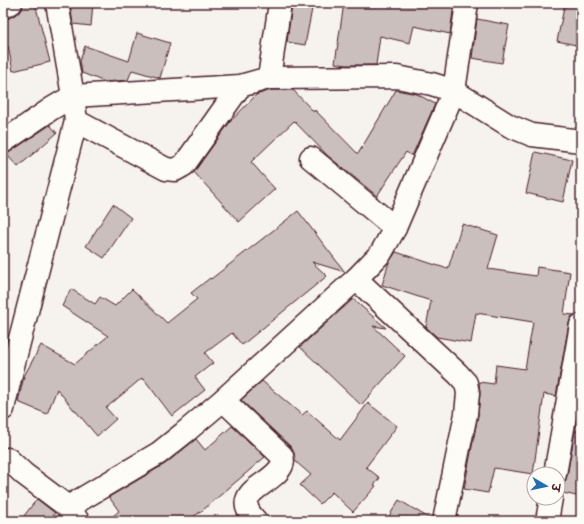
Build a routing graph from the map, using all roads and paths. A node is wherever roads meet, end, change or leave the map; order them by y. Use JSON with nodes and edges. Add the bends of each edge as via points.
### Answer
{"nodes":[{"id":1,"x":11,"y":3,"type":"edge"},
{"id":2,"x":57,"y":3,"type":"edge"},
{"id":3,"x":280,"y":3,"type":"edge"},
{"id":4,"x":467,"y":3,"type":"edge"},
{"id":5,"x":3,"y":7,"type":"edge"},
{"id":6,"x":269,"y":78,"type":"junction"},
{"id":7,"x":240,"y":86,"type":"junction"},
{"id":8,"x":454,"y":91,"type":"junction"},
{"id":9,"x":73,"y":96,"type":"junction"},
{"id":10,"x":76,"y":121,"type":"junction"},
{"id":11,"x":581,"y":141,"type":"edge"},
{"id":12,"x":3,"y":142,"type":"edge"},
{"id":13,"x":311,"y":158,"type":"dead end"},
{"id":14,"x":395,"y":228,"type":"junction"},
{"id":15,"x":356,"y":280,"type":"junction"},
{"id":16,"x":581,"y":325,"type":"edge"},
{"id":17,"x":223,"y":400,"type":"junction"},
{"id":18,"x":3,"y":409,"type":"edge"},
{"id":19,"x":5,"y":456,"type":"edge"},
{"id":20,"x":556,"y":466,"type":"edge"},
{"id":21,"x":550,"y":506,"type":"edge"},
{"id":22,"x":73,"y":514,"type":"edge"},
{"id":23,"x":256,"y":521,"type":"edge"},
{"id":24,"x":444,"y":521,"type":"edge"},
{"id":25,"x":547,"y":521,"type":"edge"}],
"edges":[{"from":1,"to":5,"type":"street"},
{"from":2,"to":9,"type":"street"},
{"from":3,"to":6,"type":"street"},
{"from":4,"to":8,"type":"street"},
{"from":6,"to":7,"type":"street"},
{"from":6,"to":8,"type":"street","via":[[397,77]]},
{"from":7,"to":9,"type":"street"},
{"from":7,"to":10,"type":"street","via":[[184,165],[175,170],[166,169]]},
{"from":8,"to":11,"type":"street","via":[[510,126],[532,135]]},
{"from":8,"to":14,"type":"street"},
{"from":9,"to":10,"type":"street"},
{"from":9,"to":12,"type":"street"},
{"from":10,"to":18,"type":"street"},
{"from":13,"to":14,"type":"street"},
{"from":14,"to":15,"type":"street","via":[[381,253]]},
{"from":15,"to":17,"type":"street"},
{"from":15,"to":24,"type":"street","via":[[466,383],[466,414]]},
{"from":16,"to":20,"type":"street"},
{"from":17,"to":22,"type":"street","via":[[159,454]]},
{"from":17,"to":23,"type":"street","via":[[282,456],[283,464],[277,472],[248,498],[246,506]]},
{"from":19,"to":22,"type":"street"},
{"from":21,"to":25,"type":"street"}]}
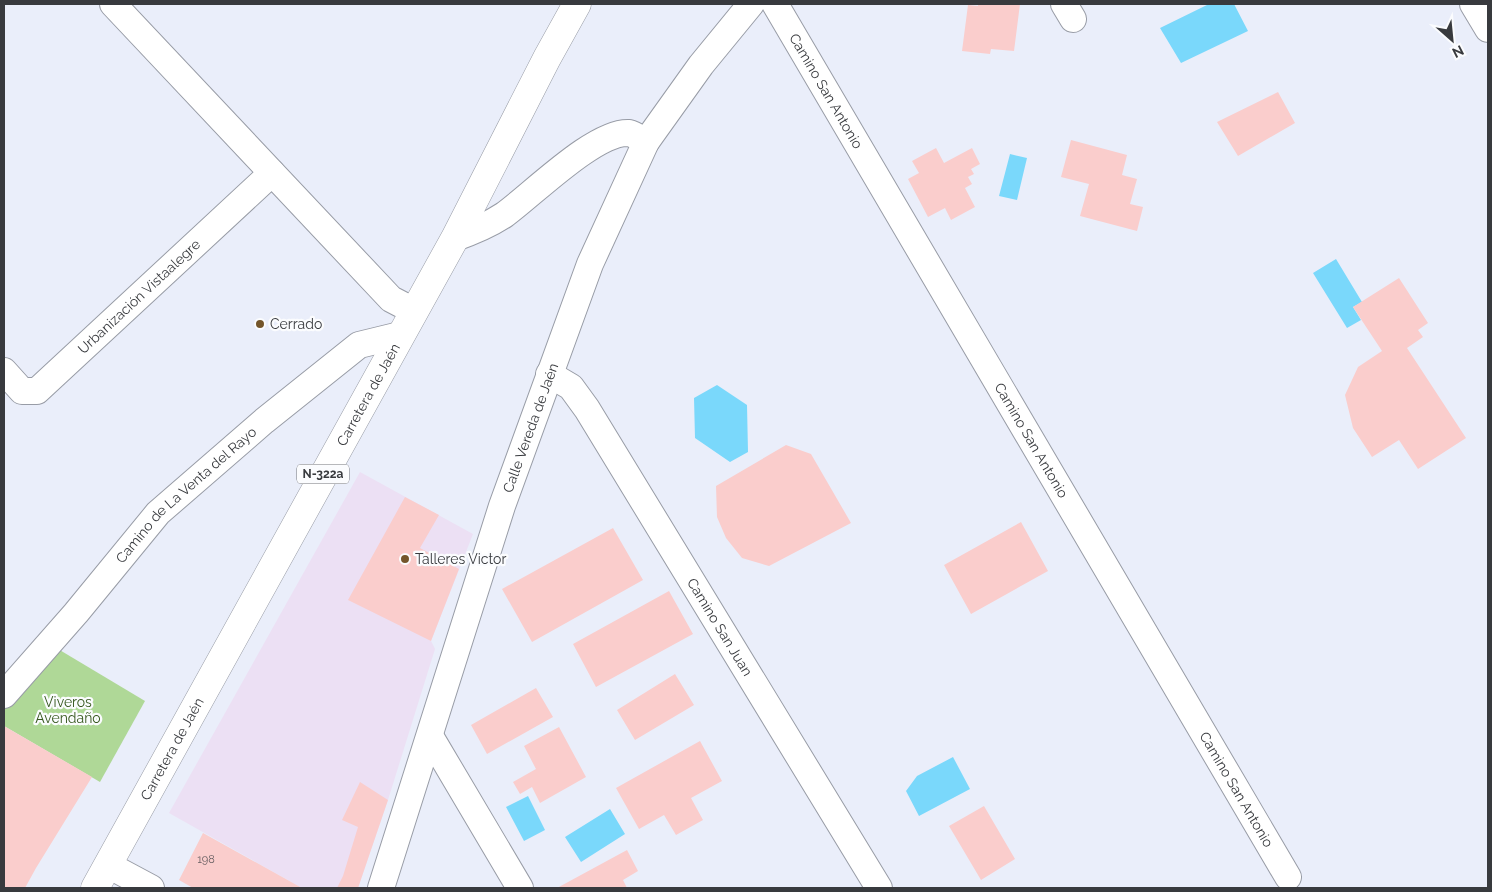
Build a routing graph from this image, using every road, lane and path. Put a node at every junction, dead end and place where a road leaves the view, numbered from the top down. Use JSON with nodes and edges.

** What is expected **
Reproduce the listing exactly. The pictures are to be omitted.

** Solved problem **
Build a routing graph from the map, using all roads and paths. A node is wherever roads meet, end, change or leave the map; order them by y. Use JSON with nodes and edges. Add the bends of each edge as via points.
### Answer
{"nodes":[{"id":1,"x":11,"y":3,"type":"edge"},
{"id":2,"x":57,"y":3,"type":"edge"},
{"id":3,"x":280,"y":3,"type":"edge"},
{"id":4,"x":467,"y":3,"type":"edge"},
{"id":5,"x":3,"y":7,"type":"edge"},
{"id":6,"x":269,"y":78,"type":"junction"},
{"id":7,"x":240,"y":86,"type":"junction"},
{"id":8,"x":454,"y":91,"type":"junction"},
{"id":9,"x":73,"y":96,"type":"junction"},
{"id":10,"x":76,"y":121,"type":"junction"},
{"id":11,"x":581,"y":141,"type":"edge"},
{"id":12,"x":3,"y":142,"type":"edge"},
{"id":13,"x":311,"y":158,"type":"dead end"},
{"id":14,"x":395,"y":228,"type":"junction"},
{"id":15,"x":356,"y":280,"type":"junction"},
{"id":16,"x":581,"y":325,"type":"edge"},
{"id":17,"x":223,"y":400,"type":"junction"},
{"id":18,"x":3,"y":409,"type":"edge"},
{"id":19,"x":5,"y":456,"type":"edge"},
{"id":20,"x":556,"y":466,"type":"edge"},
{"id":21,"x":550,"y":506,"type":"edge"},
{"id":22,"x":73,"y":514,"type":"edge"},
{"id":23,"x":256,"y":521,"type":"edge"},
{"id":24,"x":444,"y":521,"type":"edge"},
{"id":25,"x":547,"y":521,"type":"edge"}],
"edges":[{"from":1,"to":5,"type":"street"},
{"from":2,"to":9,"type":"street"},
{"from":3,"to":6,"type":"street"},
{"from":4,"to":8,"type":"street"},
{"from":6,"to":7,"type":"street"},
{"from":6,"to":8,"type":"street","via":[[397,77]]},
{"from":7,"to":9,"type":"street"},
{"from":7,"to":10,"type":"street","via":[[184,165],[175,170],[166,169]]},
{"from":8,"to":11,"type":"street","via":[[510,126],[532,135]]},
{"from":8,"to":14,"type":"street"},
{"from":9,"to":10,"type":"street"},
{"from":9,"to":12,"type":"street"},
{"from":10,"to":18,"type":"street"},
{"from":13,"to":14,"type":"street"},
{"from":14,"to":15,"type":"street","via":[[381,253]]},
{"from":15,"to":17,"type":"street"},
{"from":15,"to":24,"type":"street","via":[[466,383],[466,414]]},
{"from":16,"to":20,"type":"street"},
{"from":17,"to":22,"type":"street","via":[[159,454]]},
{"from":17,"to":23,"type":"street","via":[[282,456],[283,464],[277,472],[248,498],[246,506]]},
{"from":19,"to":22,"type":"street"},
{"from":21,"to":25,"type":"street"}]}
Build a routing graph from this image, using every road, lane and path. Put a node at every junction, dead end and place where a road leaves the view, numbered from the top down. Use JSON with nodes and edges.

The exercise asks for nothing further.